WHAT IS EXPECTED | Every single entry that follows is to be retyped exactly.

AVAILABLE DATA |
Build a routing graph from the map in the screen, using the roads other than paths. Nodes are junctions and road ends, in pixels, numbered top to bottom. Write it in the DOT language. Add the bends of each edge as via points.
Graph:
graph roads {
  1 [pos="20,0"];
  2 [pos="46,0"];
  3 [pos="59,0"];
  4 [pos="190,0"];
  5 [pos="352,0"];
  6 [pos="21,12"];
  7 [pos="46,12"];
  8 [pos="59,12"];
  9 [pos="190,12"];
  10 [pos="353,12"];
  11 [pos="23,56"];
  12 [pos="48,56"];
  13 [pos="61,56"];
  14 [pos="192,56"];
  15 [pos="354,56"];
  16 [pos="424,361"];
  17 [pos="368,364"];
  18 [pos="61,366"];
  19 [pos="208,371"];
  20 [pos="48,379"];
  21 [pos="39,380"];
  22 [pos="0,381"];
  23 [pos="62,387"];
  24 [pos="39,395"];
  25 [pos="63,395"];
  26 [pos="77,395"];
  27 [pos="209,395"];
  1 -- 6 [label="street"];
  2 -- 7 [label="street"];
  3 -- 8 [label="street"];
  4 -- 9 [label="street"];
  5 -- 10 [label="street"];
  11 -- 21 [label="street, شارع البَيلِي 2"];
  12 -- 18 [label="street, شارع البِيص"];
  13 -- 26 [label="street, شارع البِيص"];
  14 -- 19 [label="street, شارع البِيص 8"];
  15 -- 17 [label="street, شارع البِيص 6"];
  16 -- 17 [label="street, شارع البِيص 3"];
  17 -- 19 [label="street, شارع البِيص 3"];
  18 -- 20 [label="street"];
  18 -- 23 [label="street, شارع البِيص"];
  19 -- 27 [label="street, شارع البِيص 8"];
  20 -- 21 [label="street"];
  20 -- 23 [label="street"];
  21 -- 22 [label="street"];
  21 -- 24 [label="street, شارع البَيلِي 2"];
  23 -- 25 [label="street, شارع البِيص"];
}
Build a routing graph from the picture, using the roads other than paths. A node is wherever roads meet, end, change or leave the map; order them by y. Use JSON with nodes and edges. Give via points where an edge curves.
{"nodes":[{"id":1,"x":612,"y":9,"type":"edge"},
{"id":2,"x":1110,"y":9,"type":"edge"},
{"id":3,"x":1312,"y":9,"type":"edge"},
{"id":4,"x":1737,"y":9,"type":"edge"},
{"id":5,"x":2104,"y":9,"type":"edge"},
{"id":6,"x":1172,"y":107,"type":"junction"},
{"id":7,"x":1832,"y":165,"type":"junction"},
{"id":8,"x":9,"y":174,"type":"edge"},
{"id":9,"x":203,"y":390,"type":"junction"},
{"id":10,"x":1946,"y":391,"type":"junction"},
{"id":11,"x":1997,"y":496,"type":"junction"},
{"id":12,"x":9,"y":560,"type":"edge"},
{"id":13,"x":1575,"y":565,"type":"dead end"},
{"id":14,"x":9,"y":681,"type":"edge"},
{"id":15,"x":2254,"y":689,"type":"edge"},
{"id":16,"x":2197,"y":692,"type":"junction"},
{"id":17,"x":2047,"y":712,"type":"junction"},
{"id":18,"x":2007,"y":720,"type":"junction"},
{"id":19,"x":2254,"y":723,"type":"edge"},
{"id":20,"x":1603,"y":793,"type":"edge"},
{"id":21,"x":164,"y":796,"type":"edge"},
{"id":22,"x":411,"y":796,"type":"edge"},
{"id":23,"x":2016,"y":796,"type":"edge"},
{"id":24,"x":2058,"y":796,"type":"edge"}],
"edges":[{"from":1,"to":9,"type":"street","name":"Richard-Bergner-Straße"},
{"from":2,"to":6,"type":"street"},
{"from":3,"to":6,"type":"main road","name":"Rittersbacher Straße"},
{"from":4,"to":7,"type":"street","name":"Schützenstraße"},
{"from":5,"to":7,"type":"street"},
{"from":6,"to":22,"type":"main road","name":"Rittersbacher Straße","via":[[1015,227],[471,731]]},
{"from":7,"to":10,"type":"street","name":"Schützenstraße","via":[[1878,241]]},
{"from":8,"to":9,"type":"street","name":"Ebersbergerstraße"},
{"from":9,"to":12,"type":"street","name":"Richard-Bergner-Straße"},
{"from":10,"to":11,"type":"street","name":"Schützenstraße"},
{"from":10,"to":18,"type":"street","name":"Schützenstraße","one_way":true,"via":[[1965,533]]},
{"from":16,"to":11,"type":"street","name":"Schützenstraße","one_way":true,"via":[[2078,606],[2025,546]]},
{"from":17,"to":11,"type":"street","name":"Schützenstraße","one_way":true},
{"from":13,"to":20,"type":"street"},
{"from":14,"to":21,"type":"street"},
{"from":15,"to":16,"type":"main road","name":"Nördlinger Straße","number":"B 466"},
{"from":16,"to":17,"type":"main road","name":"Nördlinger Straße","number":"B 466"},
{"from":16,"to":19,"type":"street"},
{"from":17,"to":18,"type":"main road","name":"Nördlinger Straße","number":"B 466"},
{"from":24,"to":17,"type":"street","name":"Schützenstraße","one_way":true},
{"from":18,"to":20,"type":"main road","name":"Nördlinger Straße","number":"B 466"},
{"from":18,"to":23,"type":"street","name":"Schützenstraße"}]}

EXERCISE ANSWER |
Build a routing graph from the map in the screen, using the roads other than paths. Nodes are junctions and road ends, in pixels, numbered top to bottom. Write it in the DOT language. Add the bends of each edge as via points.
Graph:
graph roads {
  1 [pos="20,0"];
  2 [pos="46,0"];
  3 [pos="59,0"];
  4 [pos="190,0"];
  5 [pos="352,0"];
  6 [pos="21,12"];
  7 [pos="46,12"];
  8 [pos="59,12"];
  9 [pos="190,12"];
  10 [pos="353,12"];
  11 [pos="23,56"];
  12 [pos="48,56"];
  13 [pos="61,56"];
  14 [pos="192,56"];
  15 [pos="354,56"];
  16 [pos="424,361"];
  17 [pos="368,364"];
  18 [pos="61,366"];
  19 [pos="208,371"];
  20 [pos="48,379"];
  21 [pos="39,380"];
  22 [pos="0,381"];
  23 [pos="62,387"];
  24 [pos="39,395"];
  25 [pos="63,395"];
  26 [pos="77,395"];
  27 [pos="209,395"];
  1 -- 6 [label="street"];
  2 -- 7 [label="street"];
  3 -- 8 [label="street"];
  4 -- 9 [label="street"];
  5 -- 10 [label="street"];
  11 -- 21 [label="street, شارع البَيلِي 2"];
  12 -- 18 [label="street, شارع البِيص"];
  13 -- 26 [label="street, شارع البِيص"];
  14 -- 19 [label="street, شارع البِيص 8"];
  15 -- 17 [label="street, شارع البِيص 6"];
  16 -- 17 [label="street, شارع البِيص 3"];
  17 -- 19 [label="street, شارع البِيص 3"];
  18 -- 20 [label="street"];
  18 -- 23 [label="street, شارع البِيص"];
  19 -- 27 [label="street, شارع البِيص 8"];
  20 -- 21 [label="street"];
  20 -- 23 [label="street"];
  21 -- 22 [label="street"];
  21 -- 24 [label="street, شارع البَيلِي 2"];
  23 -- 25 [label="street, شارع البِيص"];
}
Build a routing graph from the picture, using the roads other than paths. A node is wherever roads meet, end, change or leave the map; order them by y. Use JSON with nodes and edges. Give via points where an edge curves.
{"nodes":[{"id":1,"x":612,"y":9,"type":"edge"},
{"id":2,"x":1110,"y":9,"type":"edge"},
{"id":3,"x":1312,"y":9,"type":"edge"},
{"id":4,"x":1737,"y":9,"type":"edge"},
{"id":5,"x":2104,"y":9,"type":"edge"},
{"id":6,"x":1172,"y":107,"type":"junction"},
{"id":7,"x":1832,"y":165,"type":"junction"},
{"id":8,"x":9,"y":174,"type":"edge"},
{"id":9,"x":203,"y":390,"type":"junction"},
{"id":10,"x":1946,"y":391,"type":"junction"},
{"id":11,"x":1997,"y":496,"type":"junction"},
{"id":12,"x":9,"y":560,"type":"edge"},
{"id":13,"x":1575,"y":565,"type":"dead end"},
{"id":14,"x":9,"y":681,"type":"edge"},
{"id":15,"x":2254,"y":689,"type":"edge"},
{"id":16,"x":2197,"y":692,"type":"junction"},
{"id":17,"x":2047,"y":712,"type":"junction"},
{"id":18,"x":2007,"y":720,"type":"junction"},
{"id":19,"x":2254,"y":723,"type":"edge"},
{"id":20,"x":1603,"y":793,"type":"edge"},
{"id":21,"x":164,"y":796,"type":"edge"},
{"id":22,"x":411,"y":796,"type":"edge"},
{"id":23,"x":2016,"y":796,"type":"edge"},
{"id":24,"x":2058,"y":796,"type":"edge"}],
"edges":[{"from":1,"to":9,"type":"street","name":"Richard-Bergner-Straße"},
{"from":2,"to":6,"type":"street"},
{"from":3,"to":6,"type":"main road","name":"Rittersbacher Straße"},
{"from":4,"to":7,"type":"street","name":"Schützenstraße"},
{"from":5,"to":7,"type":"street"},
{"from":6,"to":22,"type":"main road","name":"Rittersbacher Straße","via":[[1015,227],[471,731]]},
{"from":7,"to":10,"type":"street","name":"Schützenstraße","via":[[1878,241]]},
{"from":8,"to":9,"type":"street","name":"Ebersbergerstraße"},
{"from":9,"to":12,"type":"street","name":"Richard-Bergner-Straße"},
{"from":10,"to":11,"type":"street","name":"Schützenstraße"},
{"from":10,"to":18,"type":"street","name":"Schützenstraße","one_way":true,"via":[[1965,533]]},
{"from":16,"to":11,"type":"street","name":"Schützenstraße","one_way":true,"via":[[2078,606],[2025,546]]},
{"from":17,"to":11,"type":"street","name":"Schützenstraße","one_way":true},
{"from":13,"to":20,"type":"street"},
{"from":14,"to":21,"type":"street"},
{"from":15,"to":16,"type":"main road","name":"Nördlinger Straße","number":"B 466"},
{"from":16,"to":17,"type":"main road","name":"Nördlinger Straße","number":"B 466"},
{"from":16,"to":19,"type":"street"},
{"from":17,"to":18,"type":"main road","name":"Nördlinger Straße","number":"B 466"},
{"from":24,"to":17,"type":"street","name":"Schützenstraße","one_way":true},
{"from":18,"to":20,"type":"main road","name":"Nördlinger Straße","number":"B 466"},
{"from":18,"to":23,"type":"street","name":"Schützenstraße"}]}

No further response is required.